Structure of eEF2-ETA in complex with PJ34

1ZM9 の概要

• エントリーDOI: 10.2210/pdb1zm9/pdb
• 関連するPDBエントリー: 1N0U 1XK9 1ZM2 1ZM3 1ZM4
• 分子名称: Elongation factor 2, exotoxin A, N~2~,N~2~-DIMETHYL-N~1~-(6-OXO-5,6-DIHYDROPHENANTHRIDIN-2-YL)GLYCINAMIDE (3 entities in total)
• 機能のキーワード: elongation factor, toxin, adp-ribosylation, biosynthetic protein-transferase complex, biosynthetic protein/transferase
• 由来する生物種: Pseudomonas aeruginosa; 詳細
• 細胞内の位置: Cytoplasm: P32324
• タンパク質・核酸の鎖数: 6
• 化学式量合計: 349022.00

構造登録者

Joergensen, R.,Merrill, A.R.,Yates, S.P.,Marquez, V.E.,Schwan, A.L.,Boesen, T.,Andersen, G.R. (登録日: 2005-05-10, 公開日: 2005-05-24, 最終更新日: 2023-08-23)

主引用文献

Joergensen, R.,Merrill, A.R.,Yates, S.P.,Marquez, V.E.,Schwan, A.L.,Boesen, T.,Andersen, G.R.
Exotoxin A-eEF2 complex structure indicates ADP ribosylation by ribosome mimicry.
Nature, 436:979-984, 2005

PubMed Abstract: The bacteria causing diphtheria, whooping cough, cholera and other diseases secrete mono-ADP-ribosylating toxins that modify intracellular proteins.

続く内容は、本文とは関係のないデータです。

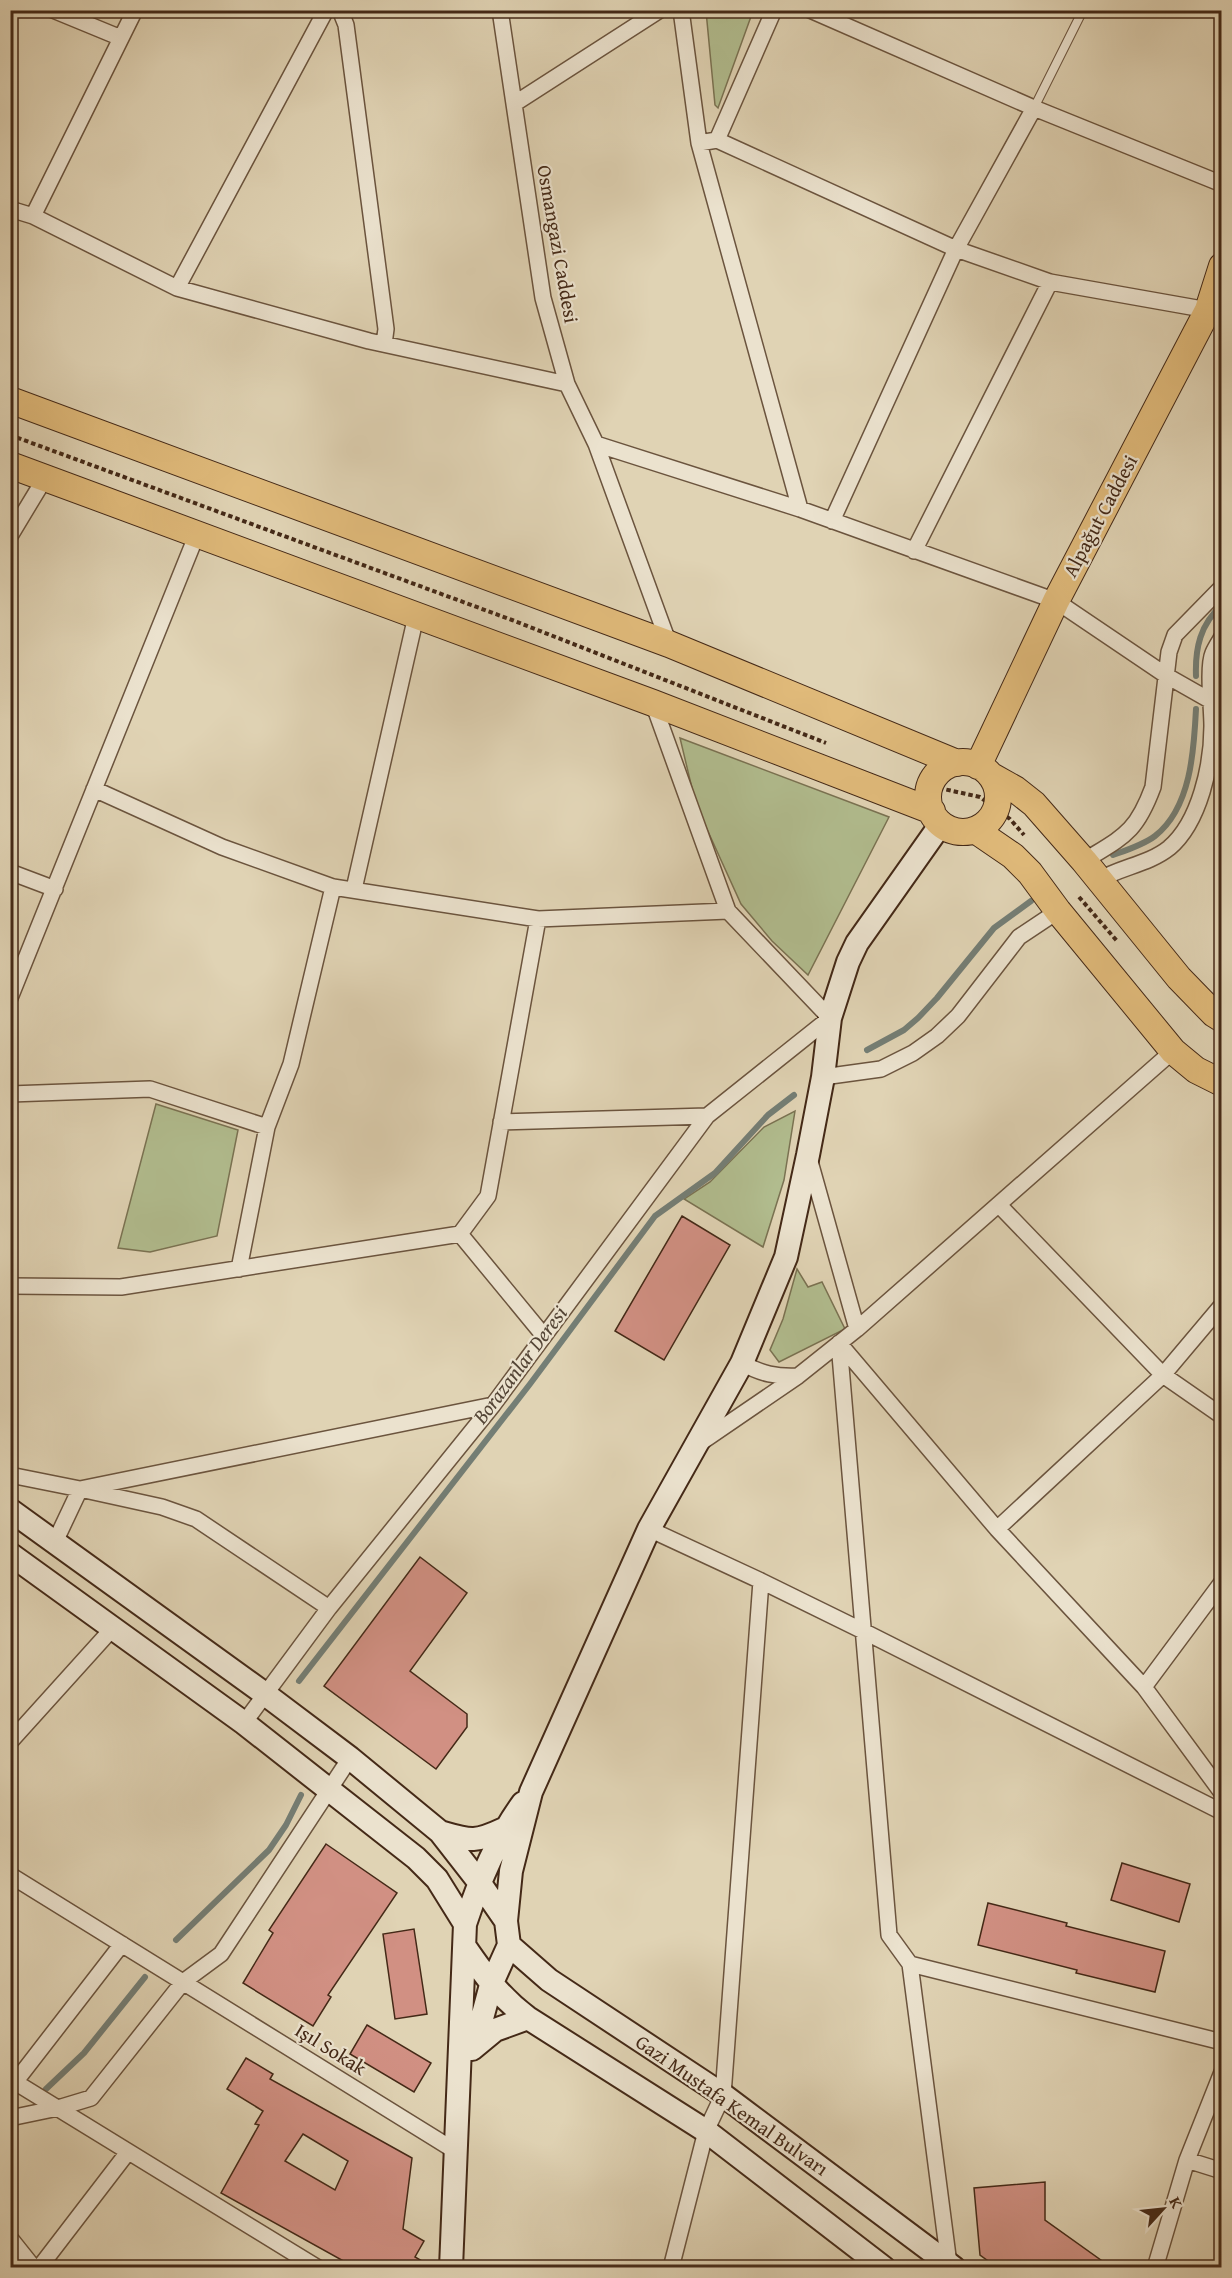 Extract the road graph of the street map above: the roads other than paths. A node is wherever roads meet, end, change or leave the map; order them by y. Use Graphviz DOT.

Here, we describe four structures of a catalytically active complex between a fragment of Pseudomonas aeruginosa exotoxin A (ETA) and its protein substrate, translation elongation factor 2 (eEF2). The target residue in eEF2, diphthamide (a modified histidine), spans across a cleft and faces the two phosphates and a ribose of the non-hydrolysable NAD+ analogue, betaTAD. This suggests that the diphthamide is involved in triggering NAD+ cleavage and interacting with the proposed oxacarbenium intermediate during the nucleophilic substitution reaction, explaining the requirement of diphthamide for ADP ribosylation. Diphtheria toxin may recognize eEF2 in a manner similar to ETA. Notably, the toxin-bound betaTAD phosphates mimic the phosphate backbone of two nucleotides in a conformational switch of 18S rRNA, thereby achieving universal recognition of eEF2 by ETA.

PubMed: 16107839
DOI: 10.1038/nature03871

実験手法

X-RAY DIFFRACTION (2.8 Å)